INPUT DATA
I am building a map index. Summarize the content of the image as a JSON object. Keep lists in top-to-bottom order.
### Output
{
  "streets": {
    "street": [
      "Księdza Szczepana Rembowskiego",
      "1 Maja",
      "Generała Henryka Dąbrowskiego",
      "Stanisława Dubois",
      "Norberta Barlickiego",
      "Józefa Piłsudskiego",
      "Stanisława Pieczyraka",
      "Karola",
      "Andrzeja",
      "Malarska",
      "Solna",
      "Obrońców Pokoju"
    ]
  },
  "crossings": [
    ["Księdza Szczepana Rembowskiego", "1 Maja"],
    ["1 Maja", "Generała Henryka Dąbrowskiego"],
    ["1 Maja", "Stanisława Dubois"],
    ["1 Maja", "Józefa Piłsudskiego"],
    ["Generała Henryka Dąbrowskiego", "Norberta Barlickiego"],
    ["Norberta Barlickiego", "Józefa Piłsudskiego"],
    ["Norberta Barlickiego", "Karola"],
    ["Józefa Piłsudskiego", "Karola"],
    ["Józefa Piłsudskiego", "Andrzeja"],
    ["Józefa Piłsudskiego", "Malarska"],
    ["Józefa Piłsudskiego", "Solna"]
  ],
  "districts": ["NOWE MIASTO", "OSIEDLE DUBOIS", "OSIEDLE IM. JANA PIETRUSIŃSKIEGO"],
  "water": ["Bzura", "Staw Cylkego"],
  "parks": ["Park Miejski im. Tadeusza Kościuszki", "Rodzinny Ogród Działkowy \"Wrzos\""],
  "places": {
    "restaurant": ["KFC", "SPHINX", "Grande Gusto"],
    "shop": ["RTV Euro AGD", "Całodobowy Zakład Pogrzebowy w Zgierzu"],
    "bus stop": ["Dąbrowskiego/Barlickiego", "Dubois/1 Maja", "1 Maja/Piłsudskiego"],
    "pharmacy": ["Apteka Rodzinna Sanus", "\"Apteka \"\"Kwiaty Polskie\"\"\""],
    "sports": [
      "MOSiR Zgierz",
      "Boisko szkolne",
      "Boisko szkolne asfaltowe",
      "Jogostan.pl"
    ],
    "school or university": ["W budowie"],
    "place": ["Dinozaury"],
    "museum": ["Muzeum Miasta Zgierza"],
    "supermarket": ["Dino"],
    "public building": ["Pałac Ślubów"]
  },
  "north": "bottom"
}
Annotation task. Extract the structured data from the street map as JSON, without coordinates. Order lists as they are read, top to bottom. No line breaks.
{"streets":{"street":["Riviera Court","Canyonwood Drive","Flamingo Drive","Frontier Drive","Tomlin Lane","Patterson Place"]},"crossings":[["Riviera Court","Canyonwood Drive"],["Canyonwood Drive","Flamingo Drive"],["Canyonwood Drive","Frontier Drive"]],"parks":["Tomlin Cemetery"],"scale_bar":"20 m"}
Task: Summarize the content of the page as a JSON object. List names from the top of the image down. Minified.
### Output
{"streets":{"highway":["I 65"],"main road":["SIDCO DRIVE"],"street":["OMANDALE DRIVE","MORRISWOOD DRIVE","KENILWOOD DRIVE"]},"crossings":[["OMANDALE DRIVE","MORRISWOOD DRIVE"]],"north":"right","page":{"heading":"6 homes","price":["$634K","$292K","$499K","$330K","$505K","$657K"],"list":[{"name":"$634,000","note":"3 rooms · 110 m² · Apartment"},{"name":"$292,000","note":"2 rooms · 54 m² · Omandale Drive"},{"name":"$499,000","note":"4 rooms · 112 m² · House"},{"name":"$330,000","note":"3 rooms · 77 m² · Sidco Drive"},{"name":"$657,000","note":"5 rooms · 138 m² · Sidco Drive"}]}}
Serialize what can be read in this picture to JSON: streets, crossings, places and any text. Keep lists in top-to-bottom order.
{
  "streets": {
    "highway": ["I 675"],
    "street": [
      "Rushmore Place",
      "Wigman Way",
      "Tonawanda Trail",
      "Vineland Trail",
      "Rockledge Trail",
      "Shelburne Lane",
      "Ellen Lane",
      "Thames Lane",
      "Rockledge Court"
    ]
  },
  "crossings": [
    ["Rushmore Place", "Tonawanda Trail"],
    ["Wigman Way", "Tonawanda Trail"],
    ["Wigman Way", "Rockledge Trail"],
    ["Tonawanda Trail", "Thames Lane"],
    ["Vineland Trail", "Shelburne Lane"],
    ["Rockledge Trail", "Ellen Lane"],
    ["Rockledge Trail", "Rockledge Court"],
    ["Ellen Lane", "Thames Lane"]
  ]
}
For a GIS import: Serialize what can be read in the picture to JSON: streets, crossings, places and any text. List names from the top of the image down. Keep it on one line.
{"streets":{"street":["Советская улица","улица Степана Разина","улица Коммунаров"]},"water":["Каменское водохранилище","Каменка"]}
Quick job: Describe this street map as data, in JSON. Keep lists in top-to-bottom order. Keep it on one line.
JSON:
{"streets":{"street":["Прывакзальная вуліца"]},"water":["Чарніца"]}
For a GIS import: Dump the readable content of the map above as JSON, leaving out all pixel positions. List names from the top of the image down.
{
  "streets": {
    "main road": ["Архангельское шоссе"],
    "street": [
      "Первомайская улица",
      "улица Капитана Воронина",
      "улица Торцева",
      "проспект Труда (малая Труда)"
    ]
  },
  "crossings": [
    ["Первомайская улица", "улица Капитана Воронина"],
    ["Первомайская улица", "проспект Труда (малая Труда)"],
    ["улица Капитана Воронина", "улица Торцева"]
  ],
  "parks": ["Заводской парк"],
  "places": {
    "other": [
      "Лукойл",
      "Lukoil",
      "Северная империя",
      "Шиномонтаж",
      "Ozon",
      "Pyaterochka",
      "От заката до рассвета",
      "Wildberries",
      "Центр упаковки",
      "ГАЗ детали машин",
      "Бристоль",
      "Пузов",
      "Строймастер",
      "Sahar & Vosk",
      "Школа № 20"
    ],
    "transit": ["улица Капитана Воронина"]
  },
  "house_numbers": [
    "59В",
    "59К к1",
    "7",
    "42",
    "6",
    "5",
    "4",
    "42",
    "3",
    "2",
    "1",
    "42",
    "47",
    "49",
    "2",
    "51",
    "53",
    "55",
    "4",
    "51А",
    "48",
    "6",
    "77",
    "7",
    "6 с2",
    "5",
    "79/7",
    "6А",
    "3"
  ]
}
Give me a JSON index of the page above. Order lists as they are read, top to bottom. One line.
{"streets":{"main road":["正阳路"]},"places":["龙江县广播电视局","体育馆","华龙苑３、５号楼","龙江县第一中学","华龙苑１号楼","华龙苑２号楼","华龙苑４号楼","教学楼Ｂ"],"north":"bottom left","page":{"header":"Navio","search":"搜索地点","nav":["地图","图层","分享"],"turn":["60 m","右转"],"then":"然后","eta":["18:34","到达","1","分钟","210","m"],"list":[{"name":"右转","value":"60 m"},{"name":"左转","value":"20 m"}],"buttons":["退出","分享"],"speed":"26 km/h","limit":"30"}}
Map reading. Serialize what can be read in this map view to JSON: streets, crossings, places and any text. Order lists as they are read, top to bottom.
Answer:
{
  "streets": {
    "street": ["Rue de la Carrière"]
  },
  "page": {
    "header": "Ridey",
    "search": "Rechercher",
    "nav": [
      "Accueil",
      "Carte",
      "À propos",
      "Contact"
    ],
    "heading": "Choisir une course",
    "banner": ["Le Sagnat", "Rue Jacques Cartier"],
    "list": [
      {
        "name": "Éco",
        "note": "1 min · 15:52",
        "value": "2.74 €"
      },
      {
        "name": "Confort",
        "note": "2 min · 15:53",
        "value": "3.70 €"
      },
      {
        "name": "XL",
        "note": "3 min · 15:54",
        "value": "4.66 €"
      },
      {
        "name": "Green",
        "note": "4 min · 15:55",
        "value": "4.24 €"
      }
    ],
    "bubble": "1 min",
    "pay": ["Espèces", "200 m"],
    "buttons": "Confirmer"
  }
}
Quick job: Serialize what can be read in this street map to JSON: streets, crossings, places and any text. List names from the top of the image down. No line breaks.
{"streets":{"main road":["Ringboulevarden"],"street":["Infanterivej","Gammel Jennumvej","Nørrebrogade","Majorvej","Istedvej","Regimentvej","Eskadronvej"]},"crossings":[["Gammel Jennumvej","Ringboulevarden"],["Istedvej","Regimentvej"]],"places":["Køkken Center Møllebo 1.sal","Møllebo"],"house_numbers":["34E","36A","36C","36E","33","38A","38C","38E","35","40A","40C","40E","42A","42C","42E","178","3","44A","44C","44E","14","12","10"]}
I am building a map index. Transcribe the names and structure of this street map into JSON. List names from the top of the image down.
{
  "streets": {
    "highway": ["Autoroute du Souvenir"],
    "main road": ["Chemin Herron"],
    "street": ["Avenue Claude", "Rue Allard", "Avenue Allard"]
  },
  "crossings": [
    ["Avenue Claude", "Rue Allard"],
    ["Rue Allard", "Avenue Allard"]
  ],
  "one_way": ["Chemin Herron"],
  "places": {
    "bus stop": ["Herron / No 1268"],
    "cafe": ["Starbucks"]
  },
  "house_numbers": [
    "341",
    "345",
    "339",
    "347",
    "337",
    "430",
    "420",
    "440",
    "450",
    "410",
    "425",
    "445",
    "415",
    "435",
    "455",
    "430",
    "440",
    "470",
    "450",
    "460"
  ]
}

ACTIVITY
Across the records above, tally the lines that contain "Summarize" and return the number alone.

COMPLETED EXERCISE
2